■ What this task involves ■
All records given below must be printed word for word.

■ Information ■
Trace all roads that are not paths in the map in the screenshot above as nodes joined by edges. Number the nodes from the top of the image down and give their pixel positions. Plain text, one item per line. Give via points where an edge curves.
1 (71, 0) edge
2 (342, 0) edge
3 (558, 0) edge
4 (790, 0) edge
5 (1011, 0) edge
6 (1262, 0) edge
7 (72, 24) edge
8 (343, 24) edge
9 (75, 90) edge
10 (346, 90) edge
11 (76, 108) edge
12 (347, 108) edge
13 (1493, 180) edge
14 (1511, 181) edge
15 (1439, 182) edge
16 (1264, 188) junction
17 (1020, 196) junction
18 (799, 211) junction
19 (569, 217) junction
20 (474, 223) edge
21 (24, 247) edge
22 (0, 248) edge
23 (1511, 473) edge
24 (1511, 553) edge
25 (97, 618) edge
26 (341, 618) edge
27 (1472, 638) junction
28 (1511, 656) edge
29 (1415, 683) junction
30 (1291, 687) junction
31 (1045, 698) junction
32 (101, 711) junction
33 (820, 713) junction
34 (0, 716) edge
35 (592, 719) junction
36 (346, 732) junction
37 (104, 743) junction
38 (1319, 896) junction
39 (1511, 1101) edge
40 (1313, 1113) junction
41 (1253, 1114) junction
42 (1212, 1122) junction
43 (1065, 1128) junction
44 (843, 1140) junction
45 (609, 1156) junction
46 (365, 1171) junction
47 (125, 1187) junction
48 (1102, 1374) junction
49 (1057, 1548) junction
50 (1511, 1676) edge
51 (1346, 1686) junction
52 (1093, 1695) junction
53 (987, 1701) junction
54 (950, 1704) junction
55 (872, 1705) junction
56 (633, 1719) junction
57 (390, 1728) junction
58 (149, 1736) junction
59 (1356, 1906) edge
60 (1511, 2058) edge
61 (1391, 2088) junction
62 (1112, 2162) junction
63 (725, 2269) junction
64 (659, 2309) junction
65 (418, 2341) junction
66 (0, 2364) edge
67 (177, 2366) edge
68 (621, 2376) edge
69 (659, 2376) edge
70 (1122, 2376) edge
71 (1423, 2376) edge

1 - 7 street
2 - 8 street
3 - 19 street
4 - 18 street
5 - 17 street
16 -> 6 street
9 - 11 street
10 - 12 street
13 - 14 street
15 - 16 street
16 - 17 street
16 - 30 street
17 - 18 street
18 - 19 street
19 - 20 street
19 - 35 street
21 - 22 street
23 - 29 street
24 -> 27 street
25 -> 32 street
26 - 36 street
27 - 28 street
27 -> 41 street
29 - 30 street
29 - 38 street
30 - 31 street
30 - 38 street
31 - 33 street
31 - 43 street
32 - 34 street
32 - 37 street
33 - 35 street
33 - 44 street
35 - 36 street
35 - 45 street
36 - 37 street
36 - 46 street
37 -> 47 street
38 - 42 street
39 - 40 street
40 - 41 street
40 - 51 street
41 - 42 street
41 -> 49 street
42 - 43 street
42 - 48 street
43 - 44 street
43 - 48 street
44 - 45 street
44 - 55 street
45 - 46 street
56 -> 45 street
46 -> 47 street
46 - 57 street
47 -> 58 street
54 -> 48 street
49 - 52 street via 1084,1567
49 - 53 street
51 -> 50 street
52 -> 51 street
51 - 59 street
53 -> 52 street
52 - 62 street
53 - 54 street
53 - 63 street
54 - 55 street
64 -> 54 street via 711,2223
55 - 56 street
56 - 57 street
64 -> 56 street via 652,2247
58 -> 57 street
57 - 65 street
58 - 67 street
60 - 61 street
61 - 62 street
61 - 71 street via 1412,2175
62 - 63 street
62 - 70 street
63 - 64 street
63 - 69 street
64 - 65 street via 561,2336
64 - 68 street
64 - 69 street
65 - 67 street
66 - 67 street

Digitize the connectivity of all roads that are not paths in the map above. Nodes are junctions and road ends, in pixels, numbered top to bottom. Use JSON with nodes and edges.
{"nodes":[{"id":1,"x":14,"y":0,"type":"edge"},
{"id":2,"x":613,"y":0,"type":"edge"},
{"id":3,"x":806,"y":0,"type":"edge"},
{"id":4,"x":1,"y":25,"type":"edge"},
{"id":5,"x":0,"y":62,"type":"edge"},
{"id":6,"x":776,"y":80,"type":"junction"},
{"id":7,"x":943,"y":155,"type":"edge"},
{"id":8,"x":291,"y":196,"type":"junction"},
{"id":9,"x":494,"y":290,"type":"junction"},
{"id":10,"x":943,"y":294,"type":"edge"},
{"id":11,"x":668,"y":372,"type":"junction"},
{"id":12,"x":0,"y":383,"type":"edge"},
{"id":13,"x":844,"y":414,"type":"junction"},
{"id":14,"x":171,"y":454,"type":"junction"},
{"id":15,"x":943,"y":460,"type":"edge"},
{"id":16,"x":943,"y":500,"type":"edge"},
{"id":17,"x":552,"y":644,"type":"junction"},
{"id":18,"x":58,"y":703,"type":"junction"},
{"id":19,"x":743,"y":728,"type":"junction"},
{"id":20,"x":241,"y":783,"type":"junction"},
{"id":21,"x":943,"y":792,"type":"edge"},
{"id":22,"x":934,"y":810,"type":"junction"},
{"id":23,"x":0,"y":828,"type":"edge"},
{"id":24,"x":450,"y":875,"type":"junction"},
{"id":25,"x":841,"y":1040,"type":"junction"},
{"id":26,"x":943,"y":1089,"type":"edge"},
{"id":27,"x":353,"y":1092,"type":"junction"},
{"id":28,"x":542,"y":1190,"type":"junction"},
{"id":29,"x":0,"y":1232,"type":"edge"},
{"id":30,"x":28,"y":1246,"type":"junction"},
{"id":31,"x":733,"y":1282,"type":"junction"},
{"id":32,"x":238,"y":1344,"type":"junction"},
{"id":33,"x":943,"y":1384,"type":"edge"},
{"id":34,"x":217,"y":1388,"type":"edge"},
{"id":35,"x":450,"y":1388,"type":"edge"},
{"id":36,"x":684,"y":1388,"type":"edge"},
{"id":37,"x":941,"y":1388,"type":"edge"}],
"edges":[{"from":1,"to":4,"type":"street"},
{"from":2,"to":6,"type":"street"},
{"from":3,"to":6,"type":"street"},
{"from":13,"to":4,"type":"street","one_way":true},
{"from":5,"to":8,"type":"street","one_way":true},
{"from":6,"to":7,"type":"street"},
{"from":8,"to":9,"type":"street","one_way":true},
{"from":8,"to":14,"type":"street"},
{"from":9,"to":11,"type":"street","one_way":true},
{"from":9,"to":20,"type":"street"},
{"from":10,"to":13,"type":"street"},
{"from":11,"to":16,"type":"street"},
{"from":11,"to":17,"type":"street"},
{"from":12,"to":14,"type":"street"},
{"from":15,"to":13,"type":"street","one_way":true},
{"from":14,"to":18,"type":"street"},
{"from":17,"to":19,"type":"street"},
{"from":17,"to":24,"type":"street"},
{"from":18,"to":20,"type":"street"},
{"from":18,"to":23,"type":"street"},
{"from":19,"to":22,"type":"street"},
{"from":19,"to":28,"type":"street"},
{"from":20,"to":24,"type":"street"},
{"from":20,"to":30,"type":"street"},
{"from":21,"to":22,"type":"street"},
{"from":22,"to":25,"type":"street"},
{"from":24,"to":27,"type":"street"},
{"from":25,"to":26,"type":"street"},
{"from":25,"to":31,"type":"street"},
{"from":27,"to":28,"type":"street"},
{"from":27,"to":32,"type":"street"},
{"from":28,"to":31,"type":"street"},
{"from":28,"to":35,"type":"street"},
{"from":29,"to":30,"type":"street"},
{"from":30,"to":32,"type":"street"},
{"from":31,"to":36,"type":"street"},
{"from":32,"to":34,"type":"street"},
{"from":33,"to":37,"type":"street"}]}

■ Answer for the task ■
Trace all roads that are not paths in the map in the screenshot above as nodes joined by edges. Number the nodes from the top of the image down and give their pixel positions. Plain text, one item per line. Give via points where an edge curves.
1 (71, 0) edge
2 (342, 0) edge
3 (558, 0) edge
4 (790, 0) edge
5 (1011, 0) edge
6 (1262, 0) edge
7 (72, 24) edge
8 (343, 24) edge
9 (75, 90) edge
10 (346, 90) edge
11 (76, 108) edge
12 (347, 108) edge
13 (1493, 180) edge
14 (1511, 181) edge
15 (1439, 182) edge
16 (1264, 188) junction
17 (1020, 196) junction
18 (799, 211) junction
19 (569, 217) junction
20 (474, 223) edge
21 (24, 247) edge
22 (0, 248) edge
23 (1511, 473) edge
24 (1511, 553) edge
25 (97, 618) edge
26 (341, 618) edge
27 (1472, 638) junction
28 (1511, 656) edge
29 (1415, 683) junction
30 (1291, 687) junction
31 (1045, 698) junction
32 (101, 711) junction
33 (820, 713) junction
34 (0, 716) edge
35 (592, 719) junction
36 (346, 732) junction
37 (104, 743) junction
38 (1319, 896) junction
39 (1511, 1101) edge
40 (1313, 1113) junction
41 (1253, 1114) junction
42 (1212, 1122) junction
43 (1065, 1128) junction
44 (843, 1140) junction
45 (609, 1156) junction
46 (365, 1171) junction
47 (125, 1187) junction
48 (1102, 1374) junction
49 (1057, 1548) junction
50 (1511, 1676) edge
51 (1346, 1686) junction
52 (1093, 1695) junction
53 (987, 1701) junction
54 (950, 1704) junction
55 (872, 1705) junction
56 (633, 1719) junction
57 (390, 1728) junction
58 (149, 1736) junction
59 (1356, 1906) edge
60 (1511, 2058) edge
61 (1391, 2088) junction
62 (1112, 2162) junction
63 (725, 2269) junction
64 (659, 2309) junction
65 (418, 2341) junction
66 (0, 2364) edge
67 (177, 2366) edge
68 (621, 2376) edge
69 (659, 2376) edge
70 (1122, 2376) edge
71 (1423, 2376) edge

1 - 7 street
2 - 8 street
3 - 19 street
4 - 18 street
5 - 17 street
16 -> 6 street
9 - 11 street
10 - 12 street
13 - 14 street
15 - 16 street
16 - 17 street
16 - 30 street
17 - 18 street
18 - 19 street
19 - 20 street
19 - 35 street
21 - 22 street
23 - 29 street
24 -> 27 street
25 -> 32 street
26 - 36 street
27 - 28 street
27 -> 41 street
29 - 30 street
29 - 38 street
30 - 31 street
30 - 38 street
31 - 33 street
31 - 43 street
32 - 34 street
32 - 37 street
33 - 35 street
33 - 44 street
35 - 36 street
35 - 45 street
36 - 37 street
36 - 46 street
37 -> 47 street
38 - 42 street
39 - 40 street
40 - 41 street
40 - 51 street
41 - 42 street
41 -> 49 street
42 - 43 street
42 - 48 street
43 - 44 street
43 - 48 street
44 - 45 street
44 - 55 street
45 - 46 street
56 -> 45 street
46 -> 47 street
46 - 57 street
47 -> 58 street
54 -> 48 street
49 - 52 street via 1084,1567
49 - 53 street
51 -> 50 street
52 -> 51 street
51 - 59 street
53 -> 52 street
52 - 62 street
53 - 54 street
53 - 63 street
54 - 55 street
64 -> 54 street via 711,2223
55 - 56 street
56 - 57 street
64 -> 56 street via 652,2247
58 -> 57 street
57 - 65 street
58 - 67 street
60 - 61 street
61 - 62 street
61 - 71 street via 1412,2175
62 - 63 street
62 - 70 street
63 - 64 street
63 - 69 street
64 - 65 street via 561,2336
64 - 68 street
64 - 69 street
65 - 67 street
66 - 67 street

Digitize the connectivity of all roads that are not paths in the map above. Nodes are junctions and road ends, in pixels, numbered top to bottom. Use JSON with nodes and edges.
{"nodes":[{"id":1,"x":14,"y":0,"type":"edge"},
{"id":2,"x":613,"y":0,"type":"edge"},
{"id":3,"x":806,"y":0,"type":"edge"},
{"id":4,"x":1,"y":25,"type":"edge"},
{"id":5,"x":0,"y":62,"type":"edge"},
{"id":6,"x":776,"y":80,"type":"junction"},
{"id":7,"x":943,"y":155,"type":"edge"},
{"id":8,"x":291,"y":196,"type":"junction"},
{"id":9,"x":494,"y":290,"type":"junction"},
{"id":10,"x":943,"y":294,"type":"edge"},
{"id":11,"x":668,"y":372,"type":"junction"},
{"id":12,"x":0,"y":383,"type":"edge"},
{"id":13,"x":844,"y":414,"type":"junction"},
{"id":14,"x":171,"y":454,"type":"junction"},
{"id":15,"x":943,"y":460,"type":"edge"},
{"id":16,"x":943,"y":500,"type":"edge"},
{"id":17,"x":552,"y":644,"type":"junction"},
{"id":18,"x":58,"y":703,"type":"junction"},
{"id":19,"x":743,"y":728,"type":"junction"},
{"id":20,"x":241,"y":783,"type":"junction"},
{"id":21,"x":943,"y":792,"type":"edge"},
{"id":22,"x":934,"y":810,"type":"junction"},
{"id":23,"x":0,"y":828,"type":"edge"},
{"id":24,"x":450,"y":875,"type":"junction"},
{"id":25,"x":841,"y":1040,"type":"junction"},
{"id":26,"x":943,"y":1089,"type":"edge"},
{"id":27,"x":353,"y":1092,"type":"junction"},
{"id":28,"x":542,"y":1190,"type":"junction"},
{"id":29,"x":0,"y":1232,"type":"edge"},
{"id":30,"x":28,"y":1246,"type":"junction"},
{"id":31,"x":733,"y":1282,"type":"junction"},
{"id":32,"x":238,"y":1344,"type":"junction"},
{"id":33,"x":943,"y":1384,"type":"edge"},
{"id":34,"x":217,"y":1388,"type":"edge"},
{"id":35,"x":450,"y":1388,"type":"edge"},
{"id":36,"x":684,"y":1388,"type":"edge"},
{"id":37,"x":941,"y":1388,"type":"edge"}],
"edges":[{"from":1,"to":4,"type":"street"},
{"from":2,"to":6,"type":"street"},
{"from":3,"to":6,"type":"street"},
{"from":13,"to":4,"type":"street","one_way":true},
{"from":5,"to":8,"type":"street","one_way":true},
{"from":6,"to":7,"type":"street"},
{"from":8,"to":9,"type":"street","one_way":true},
{"from":8,"to":14,"type":"street"},
{"from":9,"to":11,"type":"street","one_way":true},
{"from":9,"to":20,"type":"street"},
{"from":10,"to":13,"type":"street"},
{"from":11,"to":16,"type":"street"},
{"from":11,"to":17,"type":"street"},
{"from":12,"to":14,"type":"street"},
{"from":15,"to":13,"type":"street","one_way":true},
{"from":14,"to":18,"type":"street"},
{"from":17,"to":19,"type":"street"},
{"from":17,"to":24,"type":"street"},
{"from":18,"to":20,"type":"street"},
{"from":18,"to":23,"type":"street"},
{"from":19,"to":22,"type":"street"},
{"from":19,"to":28,"type":"street"},
{"from":20,"to":24,"type":"street"},
{"from":20,"to":30,"type":"street"},
{"from":21,"to":22,"type":"street"},
{"from":22,"to":25,"type":"street"},
{"from":24,"to":27,"type":"street"},
{"from":25,"to":26,"type":"street"},
{"from":25,"to":31,"type":"street"},
{"from":27,"to":28,"type":"street"},
{"from":27,"to":32,"type":"street"},
{"from":28,"to":31,"type":"street"},
{"from":28,"to":35,"type":"street"},
{"from":29,"to":30,"type":"street"},
{"from":30,"to":32,"type":"street"},
{"from":31,"to":36,"type":"street"},
{"from":32,"to":34,"type":"street"},
{"from":33,"to":37,"type":"street"}]}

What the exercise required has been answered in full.